=== INSTRUCTIONS TO FOLLOW ===
Wherever a line of the records contains "nodes", copy that line.
"""
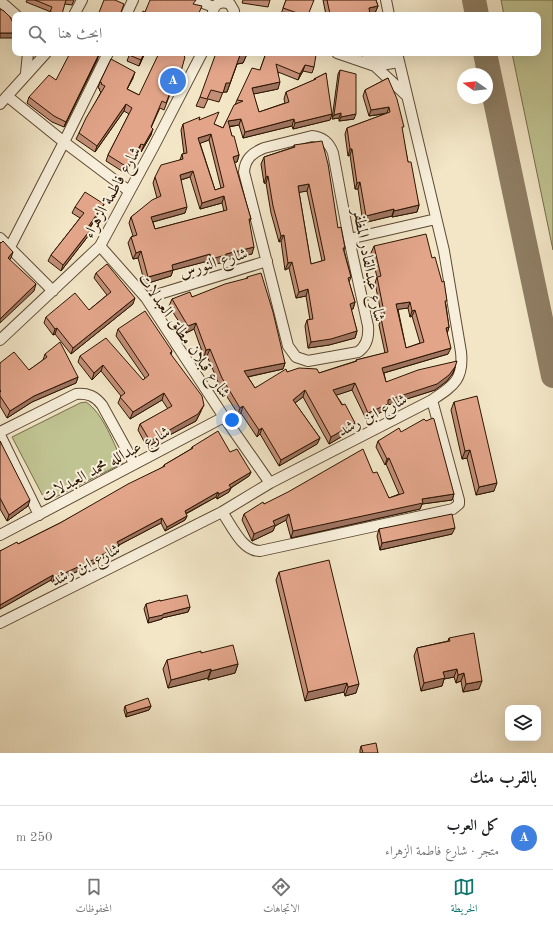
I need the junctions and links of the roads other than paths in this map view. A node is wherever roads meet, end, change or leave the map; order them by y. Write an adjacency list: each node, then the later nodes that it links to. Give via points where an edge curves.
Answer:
1 (82, 0): 9 (street)
2 (133, 0): 10 (street)
3 (195, 0): 6 (street)
4 (386, 0): 11 (street)
5 (0, 1): 8 (street)
6 (216, 6): 7 (street, via 222,2)
7 (234, 9)
8 (13, 12)
9 (76, 12)
10 (127, 12)
11 (388, 12)
12 (28, 56): 19 (street)
13 (43, 56): 19 (street)
14 (107, 56): 23 (street)
15 (200, 56): 24 (street, شارع فاطمة الزهراء)
16 (346, 56): 18 (street, via 364,62)
17 (398, 56): 18 (street); 21 (street, شارع ابن رشد)
18 (374, 58): 21 (street)
19 (26, 73): 20 (street)
20 (7, 96): 22 (street); 23 (street)
21 (407, 96): 25 (street, شارع ابن رشد)
22 (0, 104)
23 (64, 142): 24 (street); 29 (street)
24 (129, 191): 28 (street, شارع فاطمة الزهراء)
25 (436, 219): 27 (street); 34 (street, شارع ابن رشد, via 444,251 462,365 453,385)
26 (0, 238): 29 (street)
27 (349, 238): 30 (street, شارع عبدالقادر المظفر, via 368,326 365,344 358,352 308,361 296,357 288,346); 30 (street, شارع عبدالقادر المظفر, via 330,145 322,138 312,136 264,148 247,158 244,172)
28 (100, 246): 31 (street, شارع فاطمة الزهراء); 32 (street, شارع قبلان مطلق العبدلات)
29 (10, 247): 31 (street)
30 (266, 261): 32 (street, شارع النورس)
31 (53, 291): 33 (street, شارع فاطمة الزهراء)
32 (146, 298): 35 (street, شارع قبلان مطلق العبدلات)
33 (0, 340)
34 (432, 400): 38 (street, شارع ابن رشد); 39 (street, via 459,500 459,504 453,510 260,551 246,546)
35 (224, 417): 37 (street, شارع عبدالله محمد العبدلات); 38 (street, شارع قبلان مطلق العبدلات)
36 (0, 434): 37 (street, via 76,394 89,394 102,405); 40 (street)
37 (134, 463): 40 (street, شارع عبدالله محمد العبدلات)
38 (270, 483): 39 (street, شارع ابن رشد)
39 (222, 512): 42 (street, شارع ابن رشد)
40 (39, 515): 41 (street, شارع عبدالله محمد العبدلات)
41 (0, 536)
42 (0, 623)

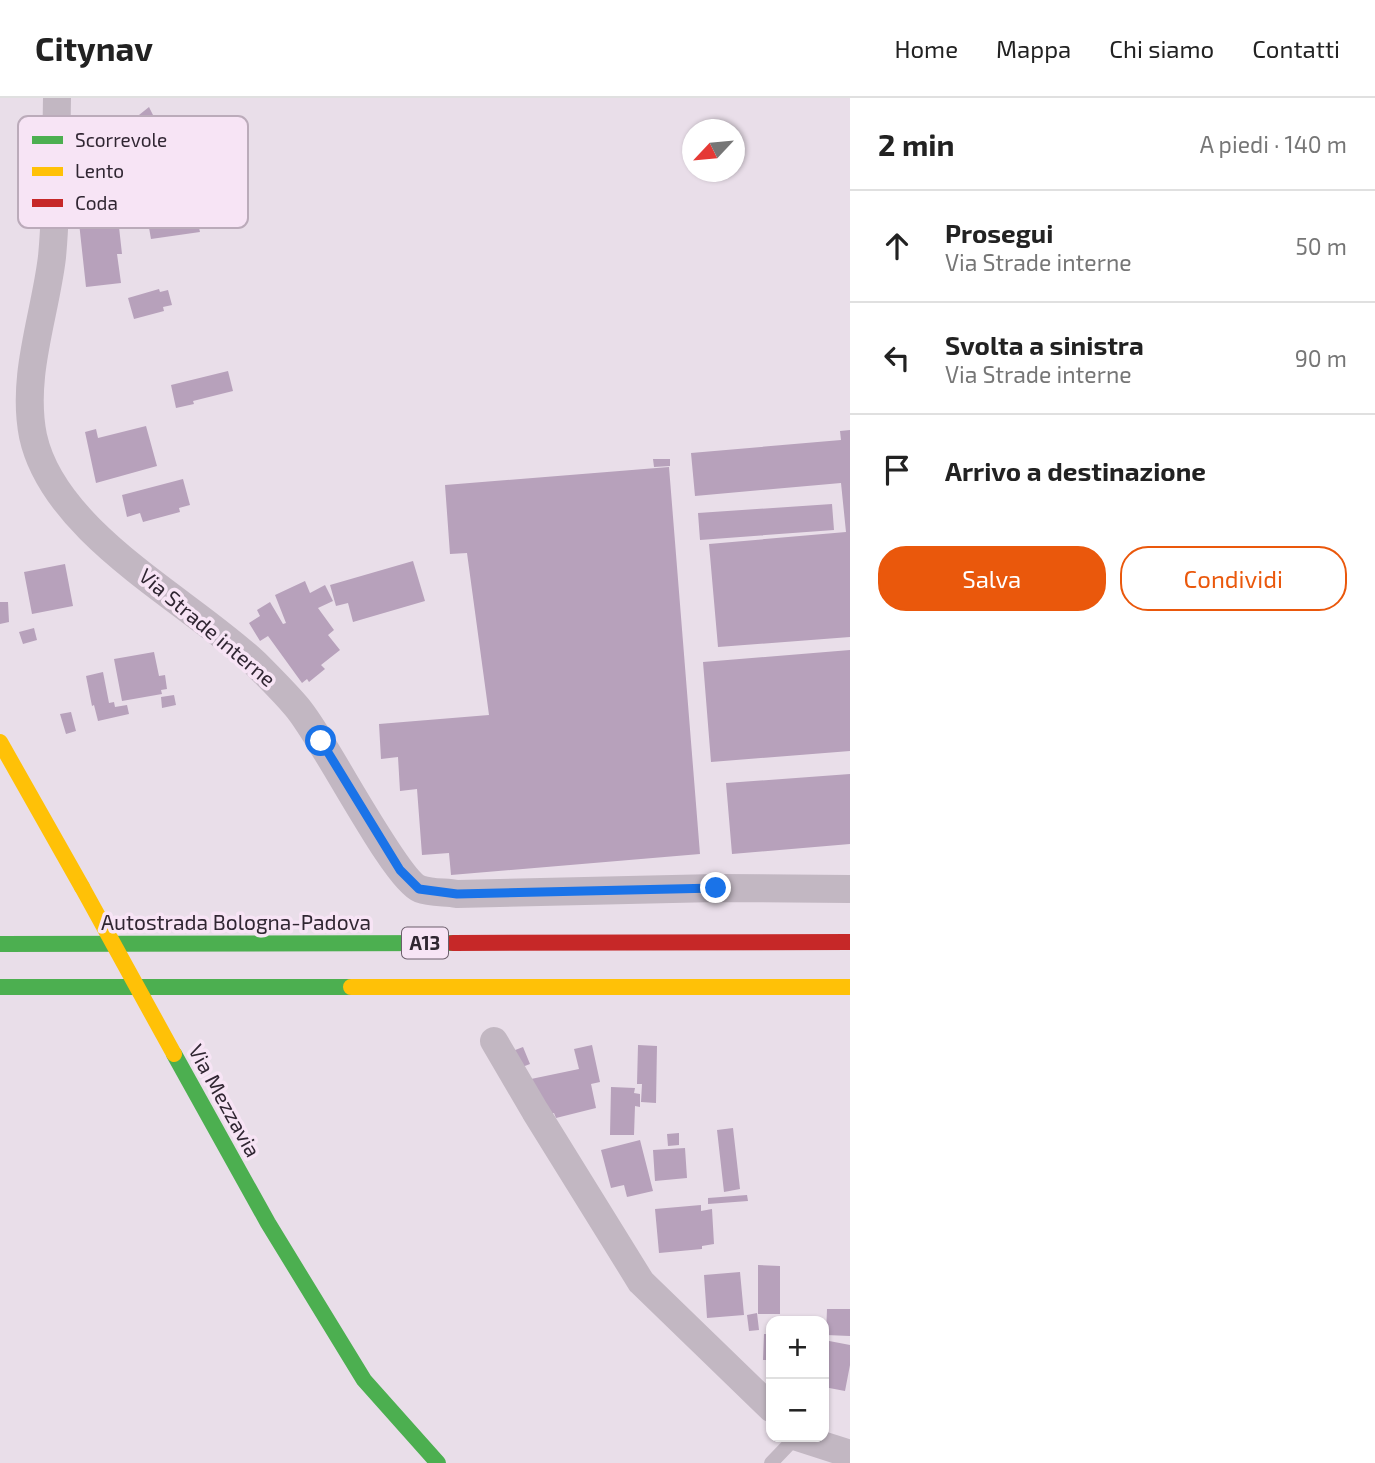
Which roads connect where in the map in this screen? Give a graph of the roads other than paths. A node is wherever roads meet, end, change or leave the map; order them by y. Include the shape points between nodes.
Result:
1 (57, 98) edge
2 (56, 116) edge
3 (53, 228) edge
4 (0, 742) edge
5 (850, 889) edge
6 (850, 942) edge
7 (0, 944) edge
8 (0, 987) edge
9 (850, 987) edge
10 (494, 1041) dead end
11 (766, 1403) edge
12 (791, 1442) edge
13 (812, 1442) edge
14 (850, 1454) edge
15 (438, 1463) edge
16 (771, 1463) edge

1 - 2 street, Via Strade interne
3 - 5 street, Via Strade interne via 30,404 34,437 44,464 62,496 90,528 255,663 298,708 400,870 419,889 457,894
4 - 15 main road, Via Mezzavia, bridge via 275,1234 364,1380
6 - 7 main road, Autostrada Bologna-Padova / A13
8 - 9 main road, A13
10 - 11 street via 641,1282
12 - 16 lane
13 - 14 street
"""
=== RESULT FOR THIS TASK ===
I need the junctions and links of the roads other than paths in this map view. A node is wherever roads meet, end, change or leave the map; order them by y. Write an adjacency list: each node, then the later nodes that it links to. Give via points where an edge curves.
Which roads connect where in the map in this screen? Give a graph of the roads other than paths. A node is wherever roads meet, end, change or leave the map; order them by y. Include the shape points between nodes.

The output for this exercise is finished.